▶ **REQUIRED WORK**: Every line containing the word "Cajal" is to be copied from the data below.

Saved entries
════════
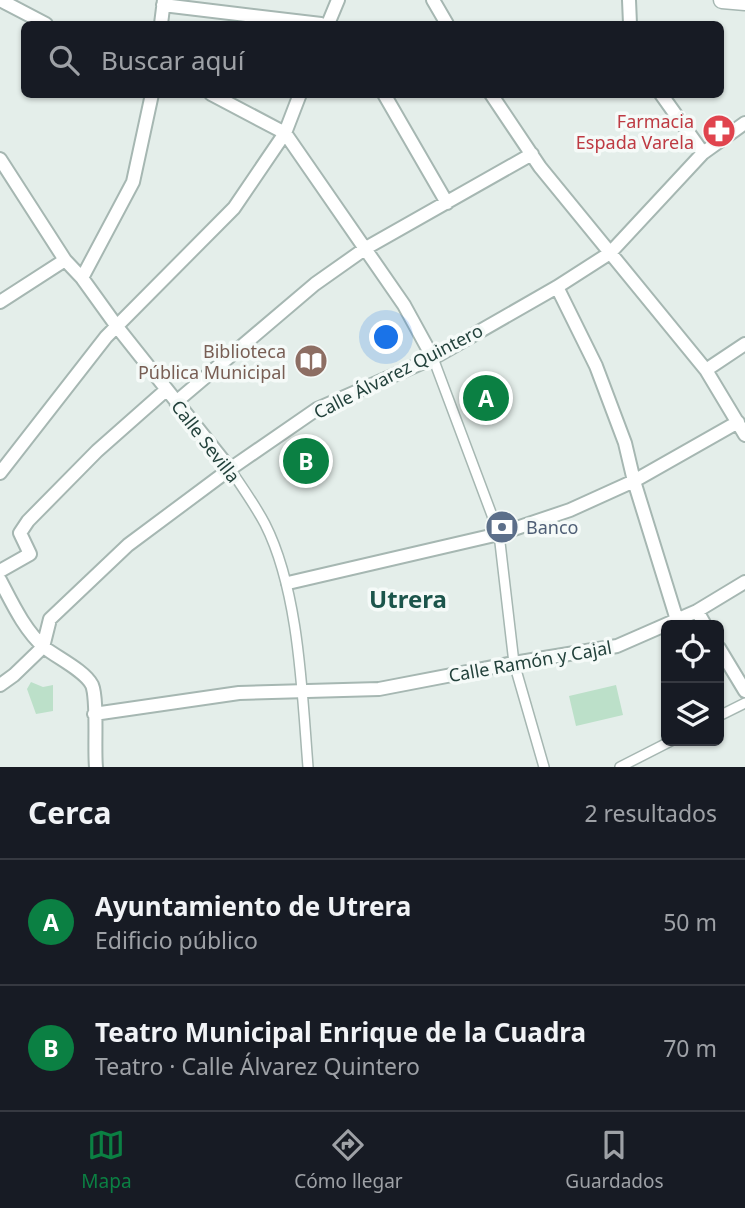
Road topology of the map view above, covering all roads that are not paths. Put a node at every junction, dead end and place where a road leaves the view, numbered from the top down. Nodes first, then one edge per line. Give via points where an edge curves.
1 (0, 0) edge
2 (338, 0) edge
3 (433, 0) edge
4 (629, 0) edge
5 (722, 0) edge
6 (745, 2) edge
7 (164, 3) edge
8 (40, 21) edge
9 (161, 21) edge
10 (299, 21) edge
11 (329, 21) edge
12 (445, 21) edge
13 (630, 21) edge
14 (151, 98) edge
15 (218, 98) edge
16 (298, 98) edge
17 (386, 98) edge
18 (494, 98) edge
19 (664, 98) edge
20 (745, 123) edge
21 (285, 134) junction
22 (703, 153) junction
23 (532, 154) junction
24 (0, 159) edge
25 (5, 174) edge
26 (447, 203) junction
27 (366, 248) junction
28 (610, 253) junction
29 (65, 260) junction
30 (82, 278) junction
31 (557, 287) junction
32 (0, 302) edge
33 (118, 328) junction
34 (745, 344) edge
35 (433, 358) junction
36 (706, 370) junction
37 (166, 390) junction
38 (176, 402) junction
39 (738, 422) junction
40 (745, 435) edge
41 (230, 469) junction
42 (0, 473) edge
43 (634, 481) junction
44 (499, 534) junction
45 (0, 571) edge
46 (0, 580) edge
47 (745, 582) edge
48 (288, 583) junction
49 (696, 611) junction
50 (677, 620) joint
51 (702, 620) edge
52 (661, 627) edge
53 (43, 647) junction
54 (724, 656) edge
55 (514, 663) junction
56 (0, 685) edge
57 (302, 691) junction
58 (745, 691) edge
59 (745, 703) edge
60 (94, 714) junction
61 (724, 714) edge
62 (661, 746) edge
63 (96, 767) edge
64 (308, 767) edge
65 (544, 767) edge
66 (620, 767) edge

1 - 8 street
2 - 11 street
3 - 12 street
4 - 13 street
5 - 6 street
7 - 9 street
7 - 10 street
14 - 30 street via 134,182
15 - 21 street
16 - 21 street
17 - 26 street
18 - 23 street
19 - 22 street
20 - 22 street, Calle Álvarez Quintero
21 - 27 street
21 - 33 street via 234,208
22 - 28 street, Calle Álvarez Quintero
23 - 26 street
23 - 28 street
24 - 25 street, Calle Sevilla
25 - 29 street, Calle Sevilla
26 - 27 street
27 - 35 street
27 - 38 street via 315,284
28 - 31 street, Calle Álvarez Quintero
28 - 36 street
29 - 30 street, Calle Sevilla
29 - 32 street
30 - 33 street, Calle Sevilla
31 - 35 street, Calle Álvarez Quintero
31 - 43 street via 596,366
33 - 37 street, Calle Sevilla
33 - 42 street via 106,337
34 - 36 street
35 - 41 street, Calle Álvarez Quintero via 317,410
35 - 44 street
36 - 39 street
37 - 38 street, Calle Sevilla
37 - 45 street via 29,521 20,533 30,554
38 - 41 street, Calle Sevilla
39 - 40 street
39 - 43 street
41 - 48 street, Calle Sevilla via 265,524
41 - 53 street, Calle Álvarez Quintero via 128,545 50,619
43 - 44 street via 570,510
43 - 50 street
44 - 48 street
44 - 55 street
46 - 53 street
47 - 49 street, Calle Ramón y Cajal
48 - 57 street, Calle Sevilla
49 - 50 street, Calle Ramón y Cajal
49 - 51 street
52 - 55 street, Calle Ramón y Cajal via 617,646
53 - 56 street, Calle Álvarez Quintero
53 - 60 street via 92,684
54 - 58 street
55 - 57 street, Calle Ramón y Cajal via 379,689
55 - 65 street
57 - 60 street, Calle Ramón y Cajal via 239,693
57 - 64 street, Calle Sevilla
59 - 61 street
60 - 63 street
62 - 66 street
════════
▶ **RESULT FOR THIS TASK**:
47 - 49 street, Calle Ramón y Cajal
49 - 50 street, Calle Ramón y Cajal
52 - 55 street, Calle Ramón y Cajal via 617,646
55 - 57 street, Calle Ramón y Cajal via 379,689
57 - 60 street, Calle Ramón y Cajal via 239,693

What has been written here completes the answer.